California Annual Debt Report Compliance Rates are LOWEST among Counties, Joint Powers Authorities (Marks-Roos Districts) and the State of California

In June, I posted comments on the low compliance rates among public agencies required to submit annual debt reports under California law. Senate Bill 1029 (Chapter 307, Statutes of 2016) requires public agencies that report the sale of debt to the California Debt and Investment Advisory Commission (CDIAC) after January 2017 to report to CDIAC on the debt until the principal is paid off and the proceeds fully expended.

I randomly sorted from all those agencies that had reported to CDIAC between April 4, 2017, the first submittals under the new law, and May 8, 2020, to assess compliance. My sample provided a 95 percent confidence level at a 5 percent standard deviation. I found that on 32 percent of the reports were filed on time. Forty-four (44%) percent were late or past due. Twenty (20%) percent were pending submission and another 4 percent of the debt issues had been paid off and the proceeds spend. The non-compliance rate suggests that SB 1029 is not increasing accountability and interested parties, including tax payers, must rely on other sources of information to determine how bond funds are being spent.

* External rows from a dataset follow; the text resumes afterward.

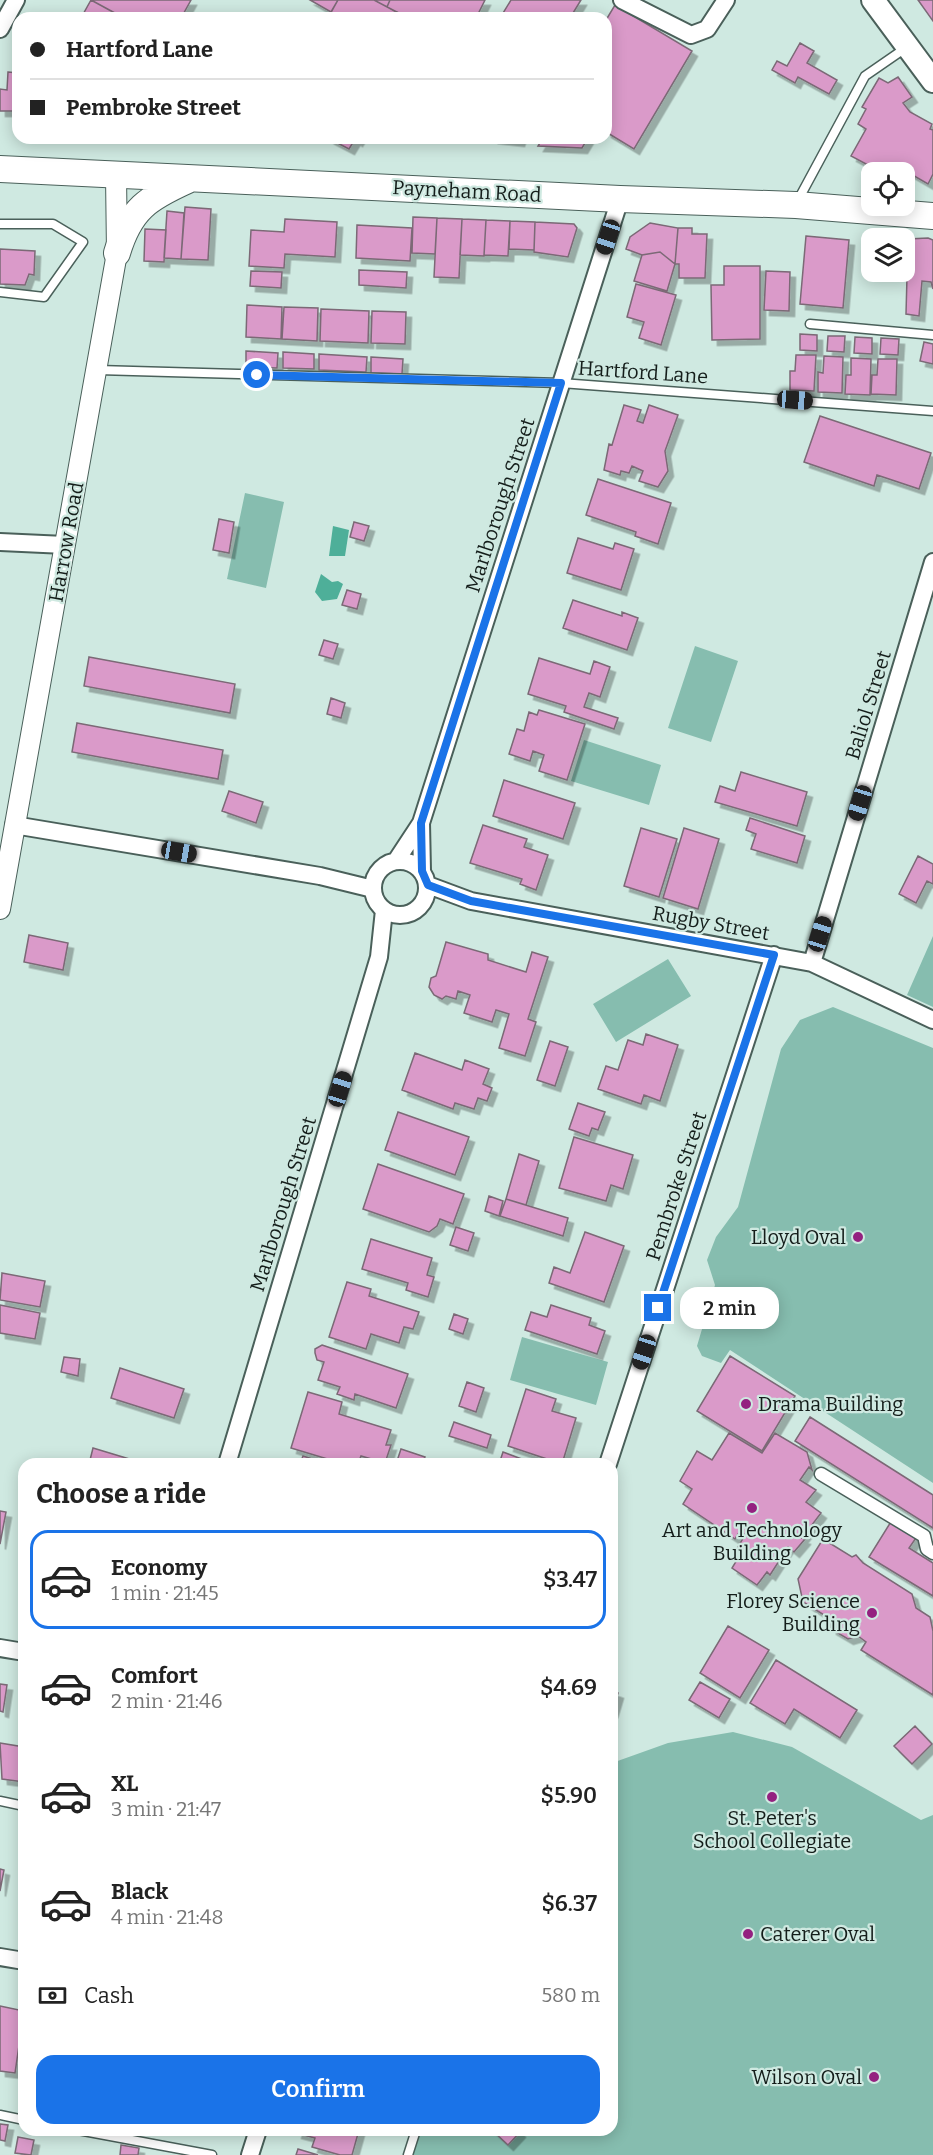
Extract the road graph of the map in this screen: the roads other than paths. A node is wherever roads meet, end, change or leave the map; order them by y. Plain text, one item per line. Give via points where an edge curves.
1 (16, 0) edge
2 (622, 0) edge
3 (726, 0) edge
4 (873, 0) edge
5 (0, 29) edge
6 (918, 55) junction
7 (933, 81) edge
8 (0, 169) edge
9 (116, 175) junction
10 (191, 178) junction
11 (620, 199) junction
12 (796, 205) junction
13 (930, 213) edge
14 (0, 224) edge
15 (117, 253) junction
16 (0, 292) edge
17 (810, 324) dead end
18 (933, 335) edge
19 (98, 370) junction
20 (561, 383) junction
21 (933, 411) edge
22 (0, 542) edge
23 (65, 545) junction
24 (933, 562) edge
25 (421, 823) junction
26 (14, 825) junction
27 (5, 853) edge
28 (396, 861) junction
29 (425, 878) junction
30 (375, 882) junction
31 (471, 901) junction
32 (424, 902) junction
33 (0, 909) edge
34 (384, 910) junction
35 (402, 916) junction
36 (774, 955) junction
37 (380, 957) junction
38 (812, 963) junction
39 (933, 1020) edge
40 (229, 1458) edge
41 (610, 1458) edge
42 (821, 1474) dead end
43 (933, 1553) edge
44 (0, 1648) edge
45 (18, 1651) edge
46 (0, 1802) edge
47 (18, 1805) edge
48 (0, 1957) edge
49 (18, 1960) edge
50 (0, 2115) edge
51 (18, 2119) edge
52 (110, 2136) edge
53 (256, 2136) edge
54 (414, 2136) edge
55 (212, 2155) edge
56 (250, 2155) edge
57 (408, 2155) edge

1 - 5 street
2 - 3 street via 691,35 707,29
4 - 6 main road
6 - 7 main road
6 - 12 lane via 866,76
8 - 9 main road, Payneham Road
9 - 10 main road, Payneham Road
9 - 15 street, Harrow Road
10 - 11 main road, Payneham Road
10 - 15 main road via 138,209 124,228
11 - 12 main road, Payneham Road
11 - 20 street, Marlborough Street
12 - 13 main road, Payneham Road
14 - 16 lane via 53,224 83,242 44,297
15 - 19 street, Harrow Road
17 - 18 lane
19 - 20 lane, Hartford Lane
19 - 23 street, Harrow Road
20 - 21 lane, Hartford Lane
20 - 25 street, Marlborough Street
22 - 23 street
23 - 26 street, Harrow Road
24 - 38 street, Baliol Street
25 - 28 street, Marlborough Street
25 - 29 street, Marlborough Street
26 - 27 street, Harrow Road
26 - 30 street
27 - 33 street, Harrow Road
28 - 29 street via 414,864
28 - 30 street via 386,864
29 - 31 street, Rugby Street
29 - 32 street
30 - 34 street via 375,898
31 - 32 street, Rugby Street
31 - 36 street, Rugby Street
32 - 35 street via 411,914
34 - 35 street
34 - 37 street, Marlborough Street
35 - 37 street, Marlborough Street
36 - 38 street, Rugby Street
36 - 41 street, Pembroke Street
37 - 40 street, Marlborough Street
38 - 39 street, Rugby Street
42 - 43 street via 924,1536 927,1549
44 - 45 street
46 - 47 lane
48 - 49 street
50 - 51 lane
52 - 55 lane
53 - 56 street
54 - 57 lane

Between April 2017 and May 2020, 32 percent of annual debt reports to CDIAC were FILED ON-TIME

44 percent were LATE or PAST DUE

 

The next logical step in this analysis is to determine whether there are any notable trends in these results. In this piece, I’ll consider the type of public agency and how each complied with their annual reporting requirements.

CDIAC categorizes issuers by groups and type. I have focused on groups because there are fewer of them and it makes the analysis more accessible to readers. Recall that CDIAC classifies compliance with the annual debt report obligation in one of five ways: 1) Ended because the debt has been paid off and proceeds spent; 2) Filed; 3) Late because the issuer missed the filing deadline; 4) Past Due because the issuer did not submit a report 12 months after it was due; and 5) Pending because the issuer has not submitted the report but the filing period has not closed.

The sample of 1,150 debt issuers included cities, county governments, Joint Powers Agencies along with Marks-Roos Districts, K-14 school districts, Mello-Roos districts, special districts, the State of California, and the University of California and California State University system. The breakdown of the sample by group of issuers is presented in the table below. The majority of issues in the sample were by JPSs/Marks-Roos districts. Most of these are PACE financings, each issued as a separate bond and, therefore, required to file a separate annual report. The next most common were K-14 school districts (16.5%), the State of California (14%), and county governments (13.5%).

Using the same sample population, I compared the compliance rates between issuer types. The results by grouping are not necessarily significant at the 95 percent level because I choose not to stratify the original sample. Doing so would have hampered my efforts to evaluate the overall compliance rates for ALL issues. Because of the small number of issues, I did not include UC/CSU in the chart below.

Mello-Roos districts had the highest percentage of on-time filings (80%), followed by K-14 school districts (66%) and cities (54%). The fact that most Mello-Roos districts employ 3rd party administrators to manage their reporting and compliance may explain these results. The lowest on-time filing rates were among JPAs and Marks-Roos districts (14%), counties (15%), and the State of California (19%). The low compliance rates for Marks-Roos districts syncs with the number of PACE financings they must administer and the challenge in getting these reports completed.

The LOWEST rates of ON-TIME reporting were found among JPAs/Marks-Roos districts (14%), counties (15%), and the State of California (19%)

When you combine the late, pending, and past due filings, some issuer types are more recalcitrant than others. Eighty-four (84%) percent of issues by JPAs/Marks-Roos districts have not filed their annual debt reports as required by SB 1029. Eighty-one (81%) percent of counties and 75% of State of California issues have also not filed their annual debt reports.

Aside from the administrative challenges JPAs/Marks-Roos issuers face, counties and the State of California should be asked why their compliance is so poor.